*** Opening INPUT DATA ***
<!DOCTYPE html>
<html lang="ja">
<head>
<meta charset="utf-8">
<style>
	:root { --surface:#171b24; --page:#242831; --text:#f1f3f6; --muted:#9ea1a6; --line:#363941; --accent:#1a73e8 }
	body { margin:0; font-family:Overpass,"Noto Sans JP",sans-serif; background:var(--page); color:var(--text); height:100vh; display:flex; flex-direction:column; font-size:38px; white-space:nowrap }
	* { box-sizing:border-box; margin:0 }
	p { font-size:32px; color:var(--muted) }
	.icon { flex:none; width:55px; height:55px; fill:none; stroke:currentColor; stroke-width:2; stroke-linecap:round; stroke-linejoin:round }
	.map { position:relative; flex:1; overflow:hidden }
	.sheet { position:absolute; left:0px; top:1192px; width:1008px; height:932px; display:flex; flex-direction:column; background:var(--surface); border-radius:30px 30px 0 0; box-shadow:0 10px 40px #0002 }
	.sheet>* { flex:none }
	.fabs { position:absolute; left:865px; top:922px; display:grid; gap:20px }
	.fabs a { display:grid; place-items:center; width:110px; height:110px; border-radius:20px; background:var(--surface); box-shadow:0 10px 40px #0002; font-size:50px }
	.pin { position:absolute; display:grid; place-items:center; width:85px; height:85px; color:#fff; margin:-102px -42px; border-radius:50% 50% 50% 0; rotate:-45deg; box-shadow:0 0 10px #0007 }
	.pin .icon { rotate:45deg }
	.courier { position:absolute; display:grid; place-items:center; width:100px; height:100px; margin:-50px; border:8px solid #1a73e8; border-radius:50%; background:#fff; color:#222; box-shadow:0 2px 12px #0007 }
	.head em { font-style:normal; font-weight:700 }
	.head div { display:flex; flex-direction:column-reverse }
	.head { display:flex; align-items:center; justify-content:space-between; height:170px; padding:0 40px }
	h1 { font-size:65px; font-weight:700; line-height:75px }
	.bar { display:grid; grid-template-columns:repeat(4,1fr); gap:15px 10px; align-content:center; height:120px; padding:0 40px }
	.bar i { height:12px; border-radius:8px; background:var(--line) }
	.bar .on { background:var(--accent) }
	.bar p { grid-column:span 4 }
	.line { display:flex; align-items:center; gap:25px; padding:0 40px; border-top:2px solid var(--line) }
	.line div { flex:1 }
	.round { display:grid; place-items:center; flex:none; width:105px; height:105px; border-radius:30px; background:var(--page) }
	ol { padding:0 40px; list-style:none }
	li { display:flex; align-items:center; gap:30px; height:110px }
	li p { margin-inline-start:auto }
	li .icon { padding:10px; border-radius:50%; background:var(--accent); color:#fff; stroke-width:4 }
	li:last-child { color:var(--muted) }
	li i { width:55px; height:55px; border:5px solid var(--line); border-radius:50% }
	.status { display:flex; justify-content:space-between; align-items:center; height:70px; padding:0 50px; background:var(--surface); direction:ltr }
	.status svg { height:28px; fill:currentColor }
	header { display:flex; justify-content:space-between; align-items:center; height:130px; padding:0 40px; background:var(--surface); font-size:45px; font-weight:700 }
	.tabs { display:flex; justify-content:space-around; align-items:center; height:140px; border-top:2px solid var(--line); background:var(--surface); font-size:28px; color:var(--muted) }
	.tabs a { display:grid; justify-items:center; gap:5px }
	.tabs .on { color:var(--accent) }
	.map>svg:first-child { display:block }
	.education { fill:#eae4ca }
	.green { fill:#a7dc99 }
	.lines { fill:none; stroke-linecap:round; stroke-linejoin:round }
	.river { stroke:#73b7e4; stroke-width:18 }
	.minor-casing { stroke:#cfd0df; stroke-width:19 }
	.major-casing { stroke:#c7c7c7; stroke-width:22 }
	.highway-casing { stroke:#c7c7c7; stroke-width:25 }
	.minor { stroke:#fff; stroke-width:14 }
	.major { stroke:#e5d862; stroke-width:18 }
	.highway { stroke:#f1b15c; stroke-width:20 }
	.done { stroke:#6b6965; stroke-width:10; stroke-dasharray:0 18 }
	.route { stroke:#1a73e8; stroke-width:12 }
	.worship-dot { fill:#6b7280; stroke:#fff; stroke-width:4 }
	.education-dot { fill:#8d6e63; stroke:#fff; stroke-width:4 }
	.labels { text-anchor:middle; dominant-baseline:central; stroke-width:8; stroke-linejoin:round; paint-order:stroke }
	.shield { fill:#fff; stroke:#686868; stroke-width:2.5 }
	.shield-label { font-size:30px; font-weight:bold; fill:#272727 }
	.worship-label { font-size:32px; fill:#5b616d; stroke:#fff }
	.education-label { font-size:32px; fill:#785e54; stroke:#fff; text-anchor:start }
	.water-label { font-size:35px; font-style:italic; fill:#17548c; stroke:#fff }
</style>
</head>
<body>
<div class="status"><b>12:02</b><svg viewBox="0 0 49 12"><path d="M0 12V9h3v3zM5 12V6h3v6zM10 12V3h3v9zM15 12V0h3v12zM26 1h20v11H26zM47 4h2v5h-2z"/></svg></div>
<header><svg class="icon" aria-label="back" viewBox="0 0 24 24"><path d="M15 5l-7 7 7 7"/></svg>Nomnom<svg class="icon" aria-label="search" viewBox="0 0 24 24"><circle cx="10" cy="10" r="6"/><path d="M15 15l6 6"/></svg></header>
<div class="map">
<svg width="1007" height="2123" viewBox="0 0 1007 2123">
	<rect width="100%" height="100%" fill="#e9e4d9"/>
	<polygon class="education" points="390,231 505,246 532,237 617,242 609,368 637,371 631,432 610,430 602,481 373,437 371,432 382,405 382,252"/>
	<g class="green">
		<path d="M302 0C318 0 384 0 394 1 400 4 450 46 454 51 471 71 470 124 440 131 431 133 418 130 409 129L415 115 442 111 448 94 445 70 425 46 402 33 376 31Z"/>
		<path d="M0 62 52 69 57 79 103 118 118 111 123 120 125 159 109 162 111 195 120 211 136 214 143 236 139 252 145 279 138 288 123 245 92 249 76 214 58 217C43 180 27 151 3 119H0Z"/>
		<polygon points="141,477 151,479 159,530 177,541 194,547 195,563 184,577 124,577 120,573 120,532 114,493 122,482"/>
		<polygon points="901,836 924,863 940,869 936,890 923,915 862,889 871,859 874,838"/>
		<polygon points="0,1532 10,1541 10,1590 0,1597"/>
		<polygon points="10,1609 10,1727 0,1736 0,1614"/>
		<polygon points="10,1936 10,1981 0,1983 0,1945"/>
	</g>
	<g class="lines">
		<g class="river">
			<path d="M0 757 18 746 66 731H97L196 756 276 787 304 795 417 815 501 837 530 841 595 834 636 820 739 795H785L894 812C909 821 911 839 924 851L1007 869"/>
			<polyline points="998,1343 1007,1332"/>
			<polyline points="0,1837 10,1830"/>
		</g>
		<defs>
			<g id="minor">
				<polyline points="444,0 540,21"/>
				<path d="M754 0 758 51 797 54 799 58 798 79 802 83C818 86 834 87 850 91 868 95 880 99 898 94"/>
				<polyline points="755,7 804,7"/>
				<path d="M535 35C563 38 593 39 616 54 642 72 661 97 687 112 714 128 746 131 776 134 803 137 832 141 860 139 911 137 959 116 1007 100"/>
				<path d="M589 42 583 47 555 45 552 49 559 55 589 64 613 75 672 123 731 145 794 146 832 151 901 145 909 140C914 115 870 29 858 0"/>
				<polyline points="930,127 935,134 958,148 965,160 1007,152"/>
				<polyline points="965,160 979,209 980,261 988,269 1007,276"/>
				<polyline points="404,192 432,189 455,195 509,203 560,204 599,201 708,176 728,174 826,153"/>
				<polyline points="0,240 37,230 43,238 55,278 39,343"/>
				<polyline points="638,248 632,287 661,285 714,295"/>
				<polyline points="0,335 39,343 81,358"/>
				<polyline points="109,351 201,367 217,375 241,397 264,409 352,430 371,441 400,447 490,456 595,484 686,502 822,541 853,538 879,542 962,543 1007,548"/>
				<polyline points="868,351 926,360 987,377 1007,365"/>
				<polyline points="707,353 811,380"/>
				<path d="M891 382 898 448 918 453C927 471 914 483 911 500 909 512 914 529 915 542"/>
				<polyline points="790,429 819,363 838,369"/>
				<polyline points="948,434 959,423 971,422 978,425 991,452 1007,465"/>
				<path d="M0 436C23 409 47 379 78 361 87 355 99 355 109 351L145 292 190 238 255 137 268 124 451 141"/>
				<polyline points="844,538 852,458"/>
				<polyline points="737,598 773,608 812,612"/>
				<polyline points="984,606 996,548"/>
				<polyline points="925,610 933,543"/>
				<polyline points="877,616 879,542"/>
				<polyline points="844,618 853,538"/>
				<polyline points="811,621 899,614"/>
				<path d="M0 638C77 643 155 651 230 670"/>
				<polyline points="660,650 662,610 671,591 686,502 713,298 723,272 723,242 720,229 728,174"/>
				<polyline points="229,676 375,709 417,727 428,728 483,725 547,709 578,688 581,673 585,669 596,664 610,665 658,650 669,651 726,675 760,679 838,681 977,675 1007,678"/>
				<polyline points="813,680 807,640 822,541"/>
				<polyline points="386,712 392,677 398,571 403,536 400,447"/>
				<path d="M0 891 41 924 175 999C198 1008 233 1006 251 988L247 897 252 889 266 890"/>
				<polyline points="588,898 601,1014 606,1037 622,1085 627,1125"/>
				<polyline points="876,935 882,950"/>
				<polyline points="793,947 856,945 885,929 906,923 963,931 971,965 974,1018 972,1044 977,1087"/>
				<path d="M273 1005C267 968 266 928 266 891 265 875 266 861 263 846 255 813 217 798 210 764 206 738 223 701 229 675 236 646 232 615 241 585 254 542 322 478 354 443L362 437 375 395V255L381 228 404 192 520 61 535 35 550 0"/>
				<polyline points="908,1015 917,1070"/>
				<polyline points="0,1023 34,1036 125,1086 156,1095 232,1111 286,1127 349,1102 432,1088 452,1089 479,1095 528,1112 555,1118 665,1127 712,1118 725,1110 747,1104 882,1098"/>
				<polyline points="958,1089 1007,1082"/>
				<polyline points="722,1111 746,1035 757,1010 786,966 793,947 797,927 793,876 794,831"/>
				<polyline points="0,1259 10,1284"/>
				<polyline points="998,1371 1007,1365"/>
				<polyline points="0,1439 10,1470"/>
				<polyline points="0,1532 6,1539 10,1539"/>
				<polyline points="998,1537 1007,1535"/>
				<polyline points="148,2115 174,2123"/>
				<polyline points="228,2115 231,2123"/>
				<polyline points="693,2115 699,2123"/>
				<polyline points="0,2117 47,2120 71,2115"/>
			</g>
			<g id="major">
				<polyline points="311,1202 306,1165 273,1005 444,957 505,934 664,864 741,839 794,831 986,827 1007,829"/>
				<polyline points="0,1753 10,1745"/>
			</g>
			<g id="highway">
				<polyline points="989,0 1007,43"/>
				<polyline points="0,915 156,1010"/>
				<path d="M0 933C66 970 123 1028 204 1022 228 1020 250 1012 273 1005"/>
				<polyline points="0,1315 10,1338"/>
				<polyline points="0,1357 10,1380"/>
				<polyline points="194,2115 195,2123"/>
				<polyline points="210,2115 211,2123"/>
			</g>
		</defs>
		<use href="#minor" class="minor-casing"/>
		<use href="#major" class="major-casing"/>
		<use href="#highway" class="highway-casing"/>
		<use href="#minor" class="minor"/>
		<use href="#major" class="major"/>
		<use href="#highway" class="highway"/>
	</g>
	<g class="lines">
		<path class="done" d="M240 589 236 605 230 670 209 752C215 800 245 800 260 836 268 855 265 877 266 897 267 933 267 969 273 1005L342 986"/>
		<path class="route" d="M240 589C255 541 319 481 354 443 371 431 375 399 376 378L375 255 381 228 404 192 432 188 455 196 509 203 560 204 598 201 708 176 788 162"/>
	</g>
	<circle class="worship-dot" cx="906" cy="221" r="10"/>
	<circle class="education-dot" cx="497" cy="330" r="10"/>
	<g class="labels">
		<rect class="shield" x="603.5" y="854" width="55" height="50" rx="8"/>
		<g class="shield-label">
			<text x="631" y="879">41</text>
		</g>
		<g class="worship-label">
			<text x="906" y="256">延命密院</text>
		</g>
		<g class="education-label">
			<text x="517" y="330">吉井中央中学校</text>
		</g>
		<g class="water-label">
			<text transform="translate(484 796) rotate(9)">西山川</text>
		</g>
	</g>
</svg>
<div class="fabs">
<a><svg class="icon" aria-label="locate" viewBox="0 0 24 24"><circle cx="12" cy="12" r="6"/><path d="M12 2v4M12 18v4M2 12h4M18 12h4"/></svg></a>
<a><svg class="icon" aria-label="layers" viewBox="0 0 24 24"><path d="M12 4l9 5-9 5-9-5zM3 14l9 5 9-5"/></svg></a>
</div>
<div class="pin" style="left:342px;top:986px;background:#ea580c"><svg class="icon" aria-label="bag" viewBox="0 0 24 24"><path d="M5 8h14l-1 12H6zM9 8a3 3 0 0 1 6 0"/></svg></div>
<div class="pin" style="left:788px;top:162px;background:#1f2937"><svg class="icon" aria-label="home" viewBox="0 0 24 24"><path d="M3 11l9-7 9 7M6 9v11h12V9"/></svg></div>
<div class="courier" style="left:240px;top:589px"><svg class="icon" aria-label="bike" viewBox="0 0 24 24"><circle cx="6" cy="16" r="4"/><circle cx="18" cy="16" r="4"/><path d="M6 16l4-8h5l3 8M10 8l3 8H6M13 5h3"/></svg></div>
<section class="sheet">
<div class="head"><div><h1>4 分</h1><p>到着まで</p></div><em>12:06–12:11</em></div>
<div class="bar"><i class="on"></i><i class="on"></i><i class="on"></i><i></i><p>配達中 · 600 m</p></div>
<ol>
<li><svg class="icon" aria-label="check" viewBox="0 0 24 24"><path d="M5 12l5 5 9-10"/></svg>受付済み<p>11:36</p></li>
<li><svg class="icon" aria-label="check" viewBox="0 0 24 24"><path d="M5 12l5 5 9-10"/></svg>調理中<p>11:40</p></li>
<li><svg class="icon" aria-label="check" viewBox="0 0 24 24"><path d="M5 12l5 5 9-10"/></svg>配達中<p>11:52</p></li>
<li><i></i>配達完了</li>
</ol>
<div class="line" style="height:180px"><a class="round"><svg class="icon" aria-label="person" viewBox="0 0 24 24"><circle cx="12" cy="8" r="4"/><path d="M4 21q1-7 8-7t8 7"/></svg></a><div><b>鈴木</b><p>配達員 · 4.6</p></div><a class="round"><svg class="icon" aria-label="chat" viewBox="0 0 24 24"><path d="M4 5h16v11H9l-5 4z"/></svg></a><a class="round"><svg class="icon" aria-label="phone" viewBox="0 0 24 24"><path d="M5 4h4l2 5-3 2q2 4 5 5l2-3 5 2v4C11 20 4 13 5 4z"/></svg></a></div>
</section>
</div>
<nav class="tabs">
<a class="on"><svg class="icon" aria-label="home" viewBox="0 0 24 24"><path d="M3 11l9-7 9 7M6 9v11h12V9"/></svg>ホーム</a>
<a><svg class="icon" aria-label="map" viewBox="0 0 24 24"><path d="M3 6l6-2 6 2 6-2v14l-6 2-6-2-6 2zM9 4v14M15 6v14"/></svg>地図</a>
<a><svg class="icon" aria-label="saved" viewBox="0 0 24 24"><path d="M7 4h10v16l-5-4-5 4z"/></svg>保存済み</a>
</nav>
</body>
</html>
*** Closing INPUT DATA ***
PROBLEM TO SOLVE: In the records above, find each line with the word "body" and copy it.

RESPONSE FOR THIS EXERCISE:
	body { margin:0; font-family:Overpass,"Noto Sans JP",sans-serif; background:var(--page); color:var(--text); height:100vh; display:flex; flex-direction:column; font-size:38px; white-space:nowrap }
<body>
</body>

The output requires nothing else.